Effect of Sputter Deposition on the Adhesion and Failure Behavior between Cu Film and Glassy Calcium Aluminosilicate: A Molecular Dynamics Study
H Park and S Lee, METALS, 11, 1365 (2021).
Understanding the physical vapor deposition (PVD) process of metallic coatings on an inorganic substrate is essential for the packaging and semiconductor industry. In this work, we investigate a Copper (Cu) film deposition on a glassy Calcium Aluminosilicate (CAS) by PVD and its dependence on the incident energy. Molecular dynamics simulation is adopted to mimic the deposition process, and pure Cu film is grown on top of CAS surface forming intermixing region (IR) of Cu oxide. In the initial stage of deposition, incident Cu atoms are diffused into CAS bulk and aggregated at the surface which leads to the formation of IR. When the high incident energy, 2 eV, is applied, 20% more Cu atoms are observed at the interface compared to the low incident energy, 0.2 eV, due to enhanced lateral diffusion.
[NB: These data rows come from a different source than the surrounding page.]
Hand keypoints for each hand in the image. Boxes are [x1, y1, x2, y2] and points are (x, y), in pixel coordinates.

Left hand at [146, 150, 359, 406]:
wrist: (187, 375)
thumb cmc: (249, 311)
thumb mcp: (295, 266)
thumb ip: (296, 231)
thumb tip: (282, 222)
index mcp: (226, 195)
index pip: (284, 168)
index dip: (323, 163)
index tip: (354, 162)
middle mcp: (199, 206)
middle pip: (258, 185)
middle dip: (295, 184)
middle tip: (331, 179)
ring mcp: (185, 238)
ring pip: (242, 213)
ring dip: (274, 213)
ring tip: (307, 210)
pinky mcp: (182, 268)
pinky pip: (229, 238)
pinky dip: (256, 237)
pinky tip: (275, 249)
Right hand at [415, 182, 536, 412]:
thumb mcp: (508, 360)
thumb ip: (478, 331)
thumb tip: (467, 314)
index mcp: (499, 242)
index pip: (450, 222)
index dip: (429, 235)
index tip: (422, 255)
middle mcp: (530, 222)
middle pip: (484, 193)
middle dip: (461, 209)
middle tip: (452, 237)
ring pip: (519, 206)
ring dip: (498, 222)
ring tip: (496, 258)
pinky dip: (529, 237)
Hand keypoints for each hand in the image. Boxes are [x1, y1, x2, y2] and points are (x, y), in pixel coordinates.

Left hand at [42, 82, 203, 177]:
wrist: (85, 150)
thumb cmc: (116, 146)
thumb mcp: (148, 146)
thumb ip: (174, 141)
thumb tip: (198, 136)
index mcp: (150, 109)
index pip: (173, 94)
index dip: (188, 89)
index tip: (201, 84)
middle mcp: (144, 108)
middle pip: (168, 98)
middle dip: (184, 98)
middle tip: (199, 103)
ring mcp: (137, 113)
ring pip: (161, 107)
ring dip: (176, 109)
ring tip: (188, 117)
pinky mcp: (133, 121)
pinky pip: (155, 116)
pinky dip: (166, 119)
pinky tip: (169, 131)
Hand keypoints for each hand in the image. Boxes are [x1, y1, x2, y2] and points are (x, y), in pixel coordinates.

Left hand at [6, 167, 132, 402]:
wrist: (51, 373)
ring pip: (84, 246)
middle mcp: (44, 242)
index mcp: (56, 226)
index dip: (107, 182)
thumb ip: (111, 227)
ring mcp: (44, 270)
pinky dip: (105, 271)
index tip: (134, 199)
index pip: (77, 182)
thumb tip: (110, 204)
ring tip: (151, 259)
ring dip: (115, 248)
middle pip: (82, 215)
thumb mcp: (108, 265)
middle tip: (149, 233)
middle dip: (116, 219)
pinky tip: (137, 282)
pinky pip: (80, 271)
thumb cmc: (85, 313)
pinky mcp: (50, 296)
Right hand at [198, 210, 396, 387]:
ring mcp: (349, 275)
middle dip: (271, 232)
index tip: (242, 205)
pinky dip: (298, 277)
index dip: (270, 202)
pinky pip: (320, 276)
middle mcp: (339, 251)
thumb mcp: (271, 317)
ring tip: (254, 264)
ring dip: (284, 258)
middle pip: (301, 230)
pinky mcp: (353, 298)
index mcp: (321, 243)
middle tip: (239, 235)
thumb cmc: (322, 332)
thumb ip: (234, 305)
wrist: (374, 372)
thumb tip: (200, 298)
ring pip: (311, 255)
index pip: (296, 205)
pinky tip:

As the Cu film grows, the amorphous thin Cu layer of 1 nm is temporarily formed on top of CAS, and crystallization with face-centered cubic from amorphous structure follows regardless of incident energy, and surface roughness is observed to be low for high incident energy cases. Deformation and failure behavior of Cu-CAS bilayer by pulling is investigated by steered molecular dynamics technique. The adhesive failure mode is observed, which implies the bilayer experiences a failure at the interface, and a 7% higher adhesion force is predicted for the high incident energy case. To find an origin of adhesion enhancement, the distribution of Cu atoms on the fractured CAS surface is analyzed, and it turns out that 6.3% more Cu atoms remain on the surface, which can be regarded as a source for the high adhesion force. Our findings hopefully give the insight to understand deposition and failure mechanisms between heterogeneous materials and are also helping to further improve Cu adhesion in sputter experiments.